Your task is to copy every line of the entries that contains "shape".

(SUPPLIED MATERIAL)

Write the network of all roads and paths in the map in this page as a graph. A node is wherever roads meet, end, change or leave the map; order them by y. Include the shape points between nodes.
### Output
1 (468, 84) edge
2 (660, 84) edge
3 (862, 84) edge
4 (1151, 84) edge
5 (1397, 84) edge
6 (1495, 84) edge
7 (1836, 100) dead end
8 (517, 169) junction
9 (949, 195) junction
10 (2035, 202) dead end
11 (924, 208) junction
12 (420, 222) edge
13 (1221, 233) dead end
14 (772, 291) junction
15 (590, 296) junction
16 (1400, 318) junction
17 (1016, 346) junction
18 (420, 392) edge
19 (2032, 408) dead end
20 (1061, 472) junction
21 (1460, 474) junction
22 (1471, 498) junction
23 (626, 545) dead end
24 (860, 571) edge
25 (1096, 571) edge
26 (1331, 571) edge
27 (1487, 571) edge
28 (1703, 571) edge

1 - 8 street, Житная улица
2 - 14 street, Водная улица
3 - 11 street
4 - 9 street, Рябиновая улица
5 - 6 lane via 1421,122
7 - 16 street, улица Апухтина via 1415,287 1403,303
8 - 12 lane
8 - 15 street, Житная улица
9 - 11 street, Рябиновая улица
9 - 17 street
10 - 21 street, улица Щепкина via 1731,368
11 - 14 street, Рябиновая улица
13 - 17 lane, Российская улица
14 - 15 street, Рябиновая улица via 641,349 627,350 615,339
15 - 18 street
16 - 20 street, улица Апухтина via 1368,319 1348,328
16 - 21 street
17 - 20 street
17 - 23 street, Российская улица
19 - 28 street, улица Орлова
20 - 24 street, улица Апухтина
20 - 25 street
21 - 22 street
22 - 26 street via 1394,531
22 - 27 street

(End SUPPLIED MATERIAL)
(SUPPLIED MATERIAL)

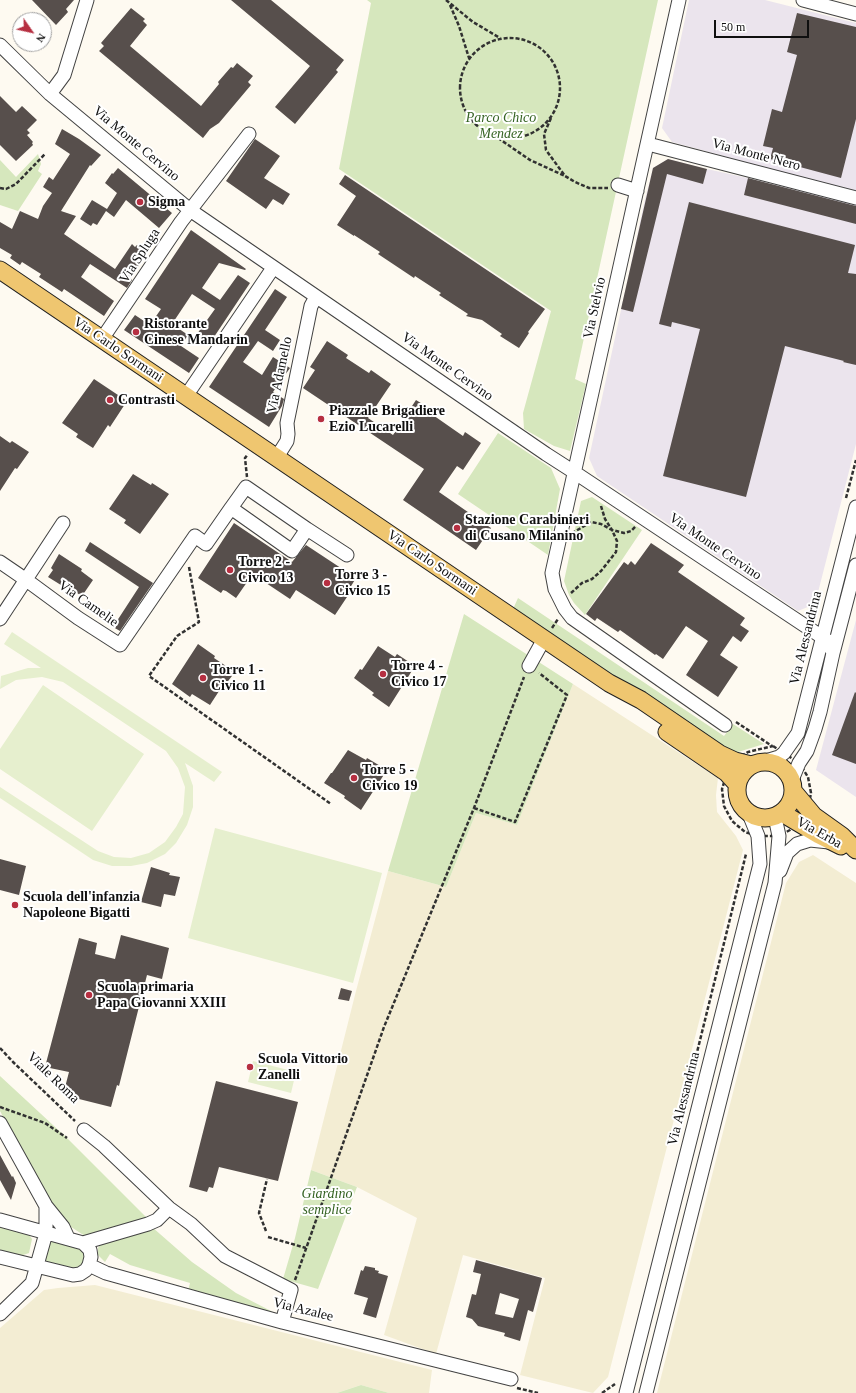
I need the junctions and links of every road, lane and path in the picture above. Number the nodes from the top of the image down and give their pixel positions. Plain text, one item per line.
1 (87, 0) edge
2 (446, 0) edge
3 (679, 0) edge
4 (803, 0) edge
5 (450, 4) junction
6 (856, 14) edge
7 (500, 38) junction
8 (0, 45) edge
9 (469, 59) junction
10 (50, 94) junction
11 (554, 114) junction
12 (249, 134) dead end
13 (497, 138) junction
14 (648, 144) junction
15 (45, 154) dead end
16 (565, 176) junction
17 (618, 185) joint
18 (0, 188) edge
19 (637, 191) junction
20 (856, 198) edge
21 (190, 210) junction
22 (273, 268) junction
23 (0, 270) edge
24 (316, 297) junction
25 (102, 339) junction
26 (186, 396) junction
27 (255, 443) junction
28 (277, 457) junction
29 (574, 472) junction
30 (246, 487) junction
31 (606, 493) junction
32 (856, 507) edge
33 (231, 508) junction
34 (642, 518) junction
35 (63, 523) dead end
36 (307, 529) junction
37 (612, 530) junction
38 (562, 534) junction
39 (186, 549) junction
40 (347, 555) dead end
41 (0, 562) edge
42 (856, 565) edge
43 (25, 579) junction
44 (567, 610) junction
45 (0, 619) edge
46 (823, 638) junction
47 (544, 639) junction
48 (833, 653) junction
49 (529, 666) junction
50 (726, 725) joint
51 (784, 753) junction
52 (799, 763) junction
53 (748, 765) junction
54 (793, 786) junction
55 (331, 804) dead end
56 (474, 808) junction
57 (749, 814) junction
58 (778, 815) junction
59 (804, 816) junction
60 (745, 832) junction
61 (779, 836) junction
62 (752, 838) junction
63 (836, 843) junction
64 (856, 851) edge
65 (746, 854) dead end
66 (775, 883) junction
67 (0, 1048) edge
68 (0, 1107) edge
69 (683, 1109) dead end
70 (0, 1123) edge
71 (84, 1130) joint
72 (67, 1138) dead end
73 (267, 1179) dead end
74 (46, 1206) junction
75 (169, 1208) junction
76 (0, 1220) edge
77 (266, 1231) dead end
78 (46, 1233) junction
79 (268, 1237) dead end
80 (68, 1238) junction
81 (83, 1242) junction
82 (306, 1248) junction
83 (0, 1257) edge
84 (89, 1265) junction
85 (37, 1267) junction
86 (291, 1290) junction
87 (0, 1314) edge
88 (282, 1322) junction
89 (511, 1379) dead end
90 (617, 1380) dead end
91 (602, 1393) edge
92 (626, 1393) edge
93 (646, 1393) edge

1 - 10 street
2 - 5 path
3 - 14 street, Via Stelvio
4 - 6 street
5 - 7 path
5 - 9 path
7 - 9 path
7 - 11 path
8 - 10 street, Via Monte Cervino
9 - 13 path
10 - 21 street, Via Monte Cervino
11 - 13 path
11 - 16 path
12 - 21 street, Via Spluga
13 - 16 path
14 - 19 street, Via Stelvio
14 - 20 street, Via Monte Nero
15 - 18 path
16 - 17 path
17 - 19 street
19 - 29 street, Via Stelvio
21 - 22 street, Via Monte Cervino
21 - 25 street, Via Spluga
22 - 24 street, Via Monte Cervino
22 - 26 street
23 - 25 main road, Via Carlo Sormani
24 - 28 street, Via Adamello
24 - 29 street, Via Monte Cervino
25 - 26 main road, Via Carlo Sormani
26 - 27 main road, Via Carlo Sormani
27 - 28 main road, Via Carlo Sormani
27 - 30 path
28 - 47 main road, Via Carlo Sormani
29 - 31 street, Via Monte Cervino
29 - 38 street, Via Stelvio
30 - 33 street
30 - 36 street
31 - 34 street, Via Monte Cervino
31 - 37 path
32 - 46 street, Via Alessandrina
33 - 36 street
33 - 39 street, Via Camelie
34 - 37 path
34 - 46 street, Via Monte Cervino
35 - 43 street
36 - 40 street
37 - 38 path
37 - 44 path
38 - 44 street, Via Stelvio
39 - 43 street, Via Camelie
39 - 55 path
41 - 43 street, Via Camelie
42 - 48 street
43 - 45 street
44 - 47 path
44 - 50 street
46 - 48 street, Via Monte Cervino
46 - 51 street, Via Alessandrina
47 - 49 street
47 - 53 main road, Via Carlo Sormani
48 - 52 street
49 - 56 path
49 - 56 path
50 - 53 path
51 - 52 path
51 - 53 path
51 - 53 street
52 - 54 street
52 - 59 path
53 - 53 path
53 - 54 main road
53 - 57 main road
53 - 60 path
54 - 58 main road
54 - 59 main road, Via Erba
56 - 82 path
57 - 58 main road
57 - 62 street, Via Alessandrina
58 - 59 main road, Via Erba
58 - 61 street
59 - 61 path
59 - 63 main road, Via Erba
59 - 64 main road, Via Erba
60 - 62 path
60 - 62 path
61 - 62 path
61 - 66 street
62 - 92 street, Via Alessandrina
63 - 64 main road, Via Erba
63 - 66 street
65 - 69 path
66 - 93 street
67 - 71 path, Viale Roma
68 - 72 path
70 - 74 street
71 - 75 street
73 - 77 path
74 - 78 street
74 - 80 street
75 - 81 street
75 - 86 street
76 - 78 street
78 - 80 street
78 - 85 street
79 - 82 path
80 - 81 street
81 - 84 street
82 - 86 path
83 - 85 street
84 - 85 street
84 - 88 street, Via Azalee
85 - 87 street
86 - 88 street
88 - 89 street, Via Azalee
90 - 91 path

(End SUPPLIED MATERIAL)
(SUPPLIED MATERIAL)

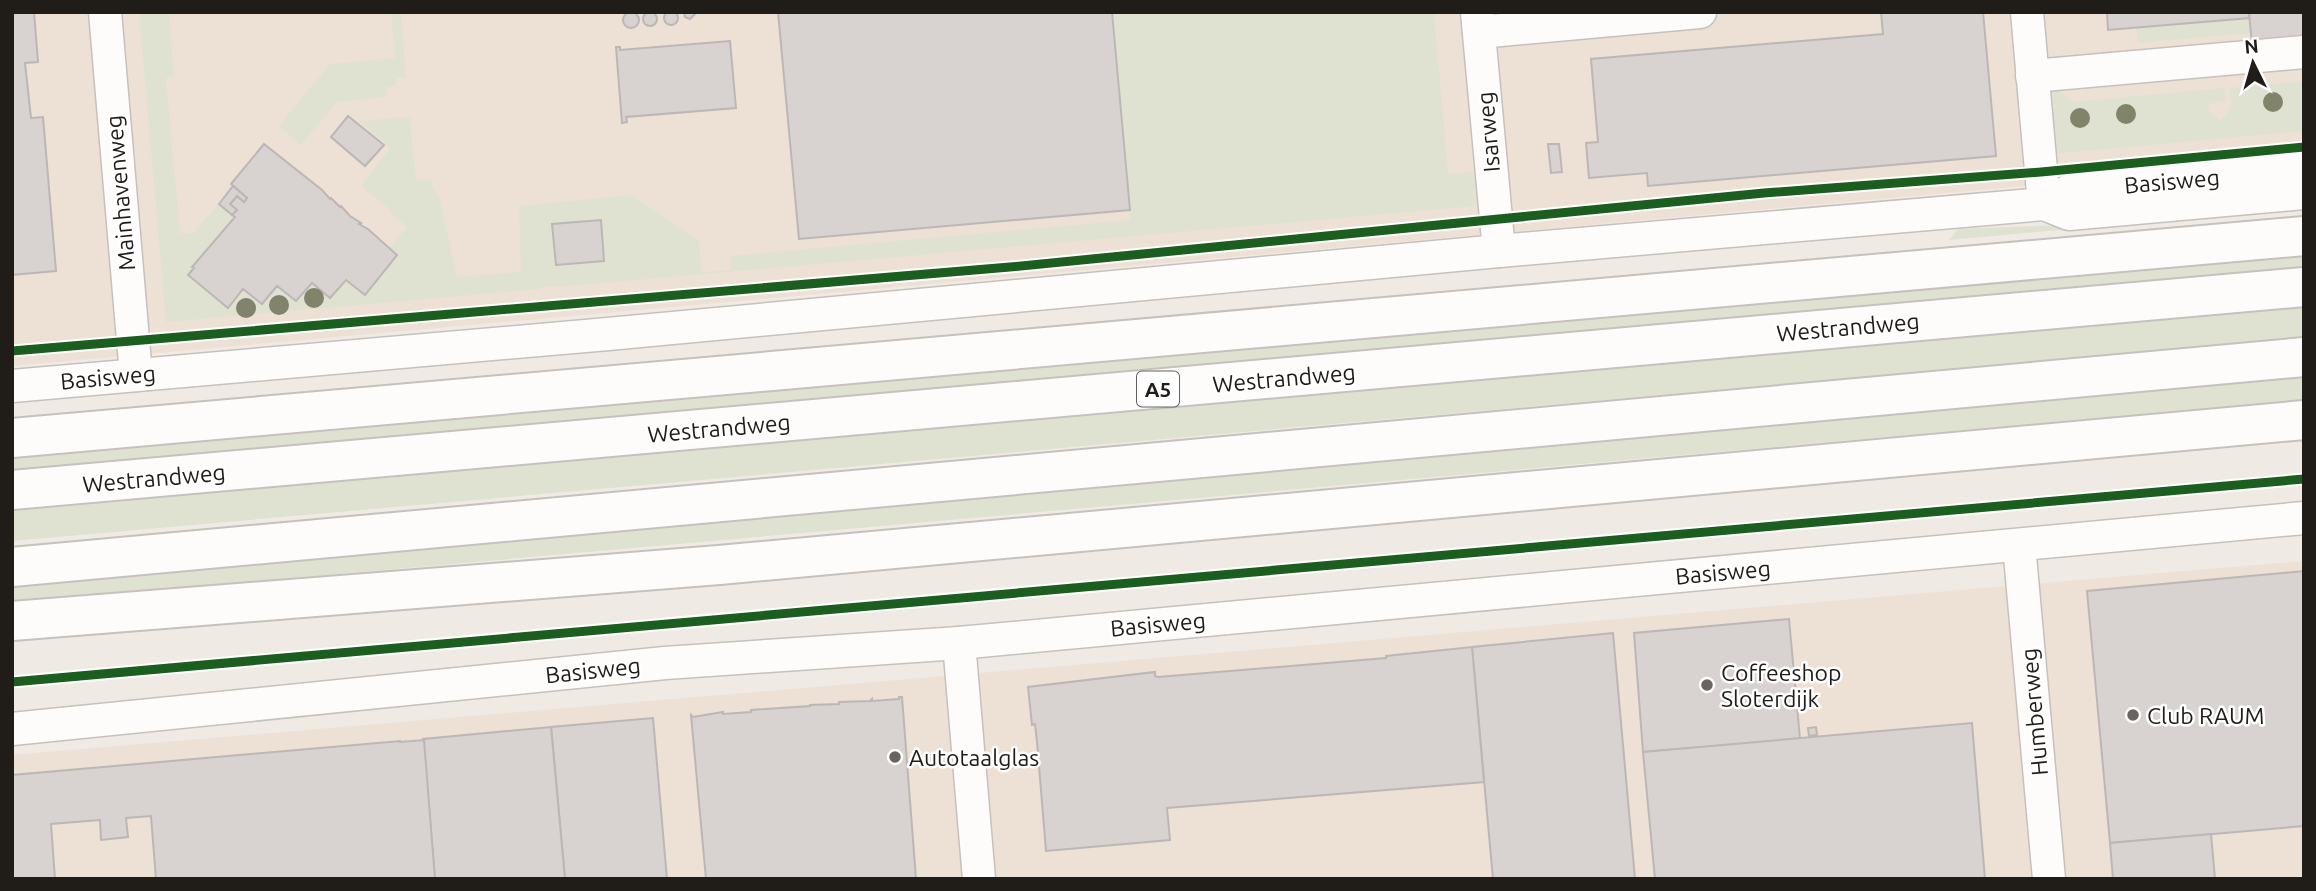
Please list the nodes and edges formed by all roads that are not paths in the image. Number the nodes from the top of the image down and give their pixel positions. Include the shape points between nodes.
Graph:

(End SUPPLIED MATERIAL)

| ANSWER TO THIS TASK |
Write the network of all roads and paths in the map in this page as a graph. A node is wherever roads meet, end, change or leave the map; order them by y. Include the shape points between nodes.
Please list the nodes and edges formed by all roads that are not paths in the image. Number the nodes from the top of the image down and give their pixel positions. Include the shape points between nodes.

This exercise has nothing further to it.